UK Fintech Firm Finastra Hit By Ransomware, Shuts Down Servers

Finastra, a leading financial technology provider from the UK, announced that it had to take several servers offline following a ransomware attack detected earlier today.

The fintech company provides financial software and services to more than 9,000 customers of all sizes from 130 countries across the globe, including 90 of the top 100 banks globally.

Finastra also has over 10,000 employees working from 42 offices, including London, New York, and Toronto, and a $1.9 billion in revenues.

Servers taken offline following attack

Earlier today, Finastra discovered the incident after its security team spotted potentially anomalous activity on some of the company's systems.

They immediately turned off some of the servers offline and started an investigation with the help of a leading digital forensic firm.

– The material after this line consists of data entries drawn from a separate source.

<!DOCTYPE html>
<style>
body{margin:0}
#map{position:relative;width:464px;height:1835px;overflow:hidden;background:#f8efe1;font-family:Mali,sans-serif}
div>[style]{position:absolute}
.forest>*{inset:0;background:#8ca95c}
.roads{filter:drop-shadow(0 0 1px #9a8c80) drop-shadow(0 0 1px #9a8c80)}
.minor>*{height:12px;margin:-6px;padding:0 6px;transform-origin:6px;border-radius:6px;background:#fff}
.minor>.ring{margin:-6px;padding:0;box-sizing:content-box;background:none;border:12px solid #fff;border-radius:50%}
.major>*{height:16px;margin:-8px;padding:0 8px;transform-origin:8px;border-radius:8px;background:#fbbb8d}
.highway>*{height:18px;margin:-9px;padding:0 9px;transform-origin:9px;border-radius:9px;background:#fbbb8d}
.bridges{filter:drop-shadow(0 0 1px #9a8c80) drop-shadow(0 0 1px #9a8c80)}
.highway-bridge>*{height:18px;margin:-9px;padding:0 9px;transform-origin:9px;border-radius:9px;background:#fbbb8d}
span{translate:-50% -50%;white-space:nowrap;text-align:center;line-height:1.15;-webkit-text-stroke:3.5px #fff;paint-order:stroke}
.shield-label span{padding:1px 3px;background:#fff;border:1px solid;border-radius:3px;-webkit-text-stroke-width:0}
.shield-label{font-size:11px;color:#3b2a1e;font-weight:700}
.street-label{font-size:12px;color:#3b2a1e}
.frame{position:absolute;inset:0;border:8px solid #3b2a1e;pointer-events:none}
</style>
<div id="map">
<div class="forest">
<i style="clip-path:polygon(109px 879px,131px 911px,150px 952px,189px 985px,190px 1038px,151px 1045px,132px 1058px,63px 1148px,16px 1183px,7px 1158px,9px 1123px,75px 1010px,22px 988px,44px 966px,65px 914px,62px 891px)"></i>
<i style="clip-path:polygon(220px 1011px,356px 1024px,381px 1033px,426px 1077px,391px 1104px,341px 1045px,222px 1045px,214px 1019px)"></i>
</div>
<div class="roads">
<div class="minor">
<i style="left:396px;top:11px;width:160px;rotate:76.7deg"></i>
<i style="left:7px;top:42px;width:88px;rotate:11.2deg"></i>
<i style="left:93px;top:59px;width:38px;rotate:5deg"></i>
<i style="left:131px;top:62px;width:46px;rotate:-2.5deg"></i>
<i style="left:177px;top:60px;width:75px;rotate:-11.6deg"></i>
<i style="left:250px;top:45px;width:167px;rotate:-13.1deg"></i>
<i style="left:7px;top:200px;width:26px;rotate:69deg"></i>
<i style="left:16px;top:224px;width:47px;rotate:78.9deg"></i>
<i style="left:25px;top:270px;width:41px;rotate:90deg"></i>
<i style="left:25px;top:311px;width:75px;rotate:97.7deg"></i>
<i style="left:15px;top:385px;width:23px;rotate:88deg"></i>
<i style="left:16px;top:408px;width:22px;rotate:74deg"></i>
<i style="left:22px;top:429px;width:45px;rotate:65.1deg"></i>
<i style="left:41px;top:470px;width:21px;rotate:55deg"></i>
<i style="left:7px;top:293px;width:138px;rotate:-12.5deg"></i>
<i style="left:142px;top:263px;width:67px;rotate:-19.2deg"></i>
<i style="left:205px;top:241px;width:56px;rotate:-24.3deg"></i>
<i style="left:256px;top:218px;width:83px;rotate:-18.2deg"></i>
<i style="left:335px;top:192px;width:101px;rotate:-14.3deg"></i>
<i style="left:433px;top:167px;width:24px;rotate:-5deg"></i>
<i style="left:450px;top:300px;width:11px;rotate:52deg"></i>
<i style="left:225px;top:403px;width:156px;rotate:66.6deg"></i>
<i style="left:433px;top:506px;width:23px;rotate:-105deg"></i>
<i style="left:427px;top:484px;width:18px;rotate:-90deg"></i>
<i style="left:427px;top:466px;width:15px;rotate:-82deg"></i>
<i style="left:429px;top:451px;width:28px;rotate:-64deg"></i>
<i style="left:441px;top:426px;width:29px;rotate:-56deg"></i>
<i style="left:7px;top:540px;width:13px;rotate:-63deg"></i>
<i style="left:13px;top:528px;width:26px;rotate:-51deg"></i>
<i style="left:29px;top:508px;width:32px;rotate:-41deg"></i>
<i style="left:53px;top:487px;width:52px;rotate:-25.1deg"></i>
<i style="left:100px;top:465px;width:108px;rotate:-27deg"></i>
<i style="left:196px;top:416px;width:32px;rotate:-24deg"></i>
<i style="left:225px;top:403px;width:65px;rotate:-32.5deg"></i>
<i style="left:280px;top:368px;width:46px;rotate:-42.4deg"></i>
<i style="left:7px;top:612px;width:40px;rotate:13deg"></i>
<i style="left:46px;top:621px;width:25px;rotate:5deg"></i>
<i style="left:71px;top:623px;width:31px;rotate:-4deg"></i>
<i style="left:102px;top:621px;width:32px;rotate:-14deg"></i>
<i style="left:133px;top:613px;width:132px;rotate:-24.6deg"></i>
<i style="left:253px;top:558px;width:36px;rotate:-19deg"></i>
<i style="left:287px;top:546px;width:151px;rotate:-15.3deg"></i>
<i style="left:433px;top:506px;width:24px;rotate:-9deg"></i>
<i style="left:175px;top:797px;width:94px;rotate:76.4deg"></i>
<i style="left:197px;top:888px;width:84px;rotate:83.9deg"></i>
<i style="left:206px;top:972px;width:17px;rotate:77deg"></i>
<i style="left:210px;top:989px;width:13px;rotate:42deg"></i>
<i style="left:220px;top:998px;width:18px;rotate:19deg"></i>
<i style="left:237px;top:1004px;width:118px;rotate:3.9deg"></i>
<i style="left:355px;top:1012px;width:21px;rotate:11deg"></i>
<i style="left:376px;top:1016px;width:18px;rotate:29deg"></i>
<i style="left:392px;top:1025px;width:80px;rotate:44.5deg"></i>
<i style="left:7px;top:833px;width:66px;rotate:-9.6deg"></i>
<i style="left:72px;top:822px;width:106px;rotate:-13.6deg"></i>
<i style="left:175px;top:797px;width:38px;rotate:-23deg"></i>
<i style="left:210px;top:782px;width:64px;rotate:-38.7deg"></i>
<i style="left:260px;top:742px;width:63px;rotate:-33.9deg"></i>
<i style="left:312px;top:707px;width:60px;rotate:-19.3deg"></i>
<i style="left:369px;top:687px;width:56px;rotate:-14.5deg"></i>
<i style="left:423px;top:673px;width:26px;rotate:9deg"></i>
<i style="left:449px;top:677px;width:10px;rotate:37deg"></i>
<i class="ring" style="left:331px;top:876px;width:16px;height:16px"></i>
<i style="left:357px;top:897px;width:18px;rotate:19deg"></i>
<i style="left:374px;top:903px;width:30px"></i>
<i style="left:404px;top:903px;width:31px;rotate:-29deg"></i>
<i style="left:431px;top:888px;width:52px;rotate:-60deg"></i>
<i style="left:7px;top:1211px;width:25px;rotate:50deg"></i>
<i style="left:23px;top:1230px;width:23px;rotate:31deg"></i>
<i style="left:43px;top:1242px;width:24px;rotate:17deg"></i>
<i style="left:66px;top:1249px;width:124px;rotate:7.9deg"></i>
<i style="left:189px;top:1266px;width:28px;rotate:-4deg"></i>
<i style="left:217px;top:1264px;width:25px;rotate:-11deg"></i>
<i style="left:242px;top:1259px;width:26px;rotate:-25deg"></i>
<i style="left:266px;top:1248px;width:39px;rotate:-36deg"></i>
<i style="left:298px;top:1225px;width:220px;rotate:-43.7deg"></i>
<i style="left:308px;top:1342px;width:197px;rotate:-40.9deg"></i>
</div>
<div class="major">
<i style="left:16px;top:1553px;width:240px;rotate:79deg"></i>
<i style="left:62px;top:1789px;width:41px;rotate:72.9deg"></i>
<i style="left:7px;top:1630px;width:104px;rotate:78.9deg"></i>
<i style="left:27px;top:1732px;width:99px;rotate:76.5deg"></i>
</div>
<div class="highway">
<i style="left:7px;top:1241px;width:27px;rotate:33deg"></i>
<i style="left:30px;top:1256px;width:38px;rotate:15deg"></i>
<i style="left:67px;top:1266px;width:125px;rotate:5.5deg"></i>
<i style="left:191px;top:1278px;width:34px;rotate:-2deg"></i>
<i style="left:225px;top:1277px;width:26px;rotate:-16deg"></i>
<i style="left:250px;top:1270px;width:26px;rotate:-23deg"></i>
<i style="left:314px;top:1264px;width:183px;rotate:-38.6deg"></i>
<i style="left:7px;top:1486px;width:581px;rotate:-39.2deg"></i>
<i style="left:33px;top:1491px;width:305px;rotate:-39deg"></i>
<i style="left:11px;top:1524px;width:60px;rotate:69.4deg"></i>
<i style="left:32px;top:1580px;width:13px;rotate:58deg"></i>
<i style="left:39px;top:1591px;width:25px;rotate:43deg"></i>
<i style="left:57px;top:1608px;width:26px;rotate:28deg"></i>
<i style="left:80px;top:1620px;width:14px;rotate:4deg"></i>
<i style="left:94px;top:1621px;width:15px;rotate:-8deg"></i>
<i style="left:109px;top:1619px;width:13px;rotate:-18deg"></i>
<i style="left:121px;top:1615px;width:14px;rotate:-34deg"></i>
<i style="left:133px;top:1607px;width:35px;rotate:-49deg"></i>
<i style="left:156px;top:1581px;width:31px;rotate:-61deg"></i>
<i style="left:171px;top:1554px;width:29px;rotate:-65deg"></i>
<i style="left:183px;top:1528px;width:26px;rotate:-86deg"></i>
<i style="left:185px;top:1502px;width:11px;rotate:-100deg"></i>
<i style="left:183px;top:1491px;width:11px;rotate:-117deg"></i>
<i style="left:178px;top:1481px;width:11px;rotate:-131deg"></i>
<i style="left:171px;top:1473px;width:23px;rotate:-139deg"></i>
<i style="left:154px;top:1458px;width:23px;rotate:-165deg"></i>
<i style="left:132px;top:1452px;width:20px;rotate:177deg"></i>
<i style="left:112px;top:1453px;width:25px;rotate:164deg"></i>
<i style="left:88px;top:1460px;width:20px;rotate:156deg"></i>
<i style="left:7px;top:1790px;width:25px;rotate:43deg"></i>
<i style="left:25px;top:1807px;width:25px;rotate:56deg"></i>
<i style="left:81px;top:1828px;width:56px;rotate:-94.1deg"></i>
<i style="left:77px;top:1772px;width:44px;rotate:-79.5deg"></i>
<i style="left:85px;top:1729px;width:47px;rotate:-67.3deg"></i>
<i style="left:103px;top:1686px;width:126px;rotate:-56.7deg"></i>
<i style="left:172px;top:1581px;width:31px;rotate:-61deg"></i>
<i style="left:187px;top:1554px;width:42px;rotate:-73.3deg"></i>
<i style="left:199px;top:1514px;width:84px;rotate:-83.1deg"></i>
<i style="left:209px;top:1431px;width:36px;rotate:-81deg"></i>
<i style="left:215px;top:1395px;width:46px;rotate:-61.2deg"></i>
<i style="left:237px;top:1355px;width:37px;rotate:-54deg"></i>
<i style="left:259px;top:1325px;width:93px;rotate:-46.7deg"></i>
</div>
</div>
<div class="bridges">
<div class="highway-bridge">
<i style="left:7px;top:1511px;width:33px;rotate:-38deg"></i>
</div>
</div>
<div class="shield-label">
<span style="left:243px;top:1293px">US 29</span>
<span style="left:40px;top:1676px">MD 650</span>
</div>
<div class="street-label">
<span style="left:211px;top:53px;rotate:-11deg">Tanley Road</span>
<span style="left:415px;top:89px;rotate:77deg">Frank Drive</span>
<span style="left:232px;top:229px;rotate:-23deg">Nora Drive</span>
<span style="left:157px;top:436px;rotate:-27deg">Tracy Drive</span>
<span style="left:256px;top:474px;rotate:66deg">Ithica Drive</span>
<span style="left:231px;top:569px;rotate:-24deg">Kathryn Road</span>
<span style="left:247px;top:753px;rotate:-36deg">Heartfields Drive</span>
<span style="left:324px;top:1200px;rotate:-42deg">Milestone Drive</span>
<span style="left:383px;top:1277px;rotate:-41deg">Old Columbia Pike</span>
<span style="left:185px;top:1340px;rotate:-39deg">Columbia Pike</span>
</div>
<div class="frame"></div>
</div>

"At this time, we strongly believe that the incident was the result of a ransomware attack and do not have any evidence that customer or employee data was accessed or exfiltrated, nor do we believe our clients’ networks were impacted," Finastra's Chief Operating Officer Tom Kilroy said.

Finastra is currently working to bring back its systems online and to resolve the issues caused by part of the servers on the company's network being shut down.

"While we have an industry-standard security program in place, we are conducting a rigorous review of our systems to ensure that our customer and employee data continues to be safe and secure," Kilroy added.

"We have also informed and are cooperating with the relevant authorities and we are in touch directly with any customers who may be impacted as a result of disrupted service."

Finastra takes data security very seriously, and we have committed to updating our stakeholders regularly and providing more information as soon as our investigation into this matter continues. - Tom Kilroy

Vulnerable Pulse Secure VPN and Citrix servers

While the method used by the attackers to infiltrate Finastra's network was not disclosed, cyber threat intelligence firm Bad Packets says that it previously detected Pulse Secure VPN servers unpatched against the CVE-2019-11510 vulnerability.

If successfully exploited, CVE-2019-11510 could enable remote unauthenticated attackers to compromise vulnerable VPN servers, gain access to all active users as well as their plain-text credential, and execute arbitrary commands.

Vulnerable Pulse Secure VPN servers were used as a point of entry by Sodinokibi (REvil) ransomware as part of an attack that took down the network of Travelex on December 31, 2019.

In January, the US Cybersecurity and Infrastructure Security Agency (CISA) alerted organizations to patch their Pulse Secure VPN servers to block attacks attempting to exploit this remote code execution (RCE) vulnerability.

Bad Packets

Bad Packets also states that, on January 11, Finastra also had four Citrix ADC (NetScaler) servers vulnerable to attacks targeting the critical CVE-2019-1978 vulnerability, a flaw that was actively exploited by hackers starting with January 17 to plant backdoors and block subsequent exploitation efforts.

According to reports, the City of Potsdam had to sever the administration servers' Internet connection after a cyberattack was able to take down Citrix ADC servers on the administration's network unpatched against the CVE-2019-1978 flaw.

Citrix released all the fixes needed to secure vulnerable Citrix Application Delivery Controller (ADC), Citrix Gateway, and Citrix SD-WAN WANOP appliances against the actively exploited CVE-2019-19781 vulnerability on January 24.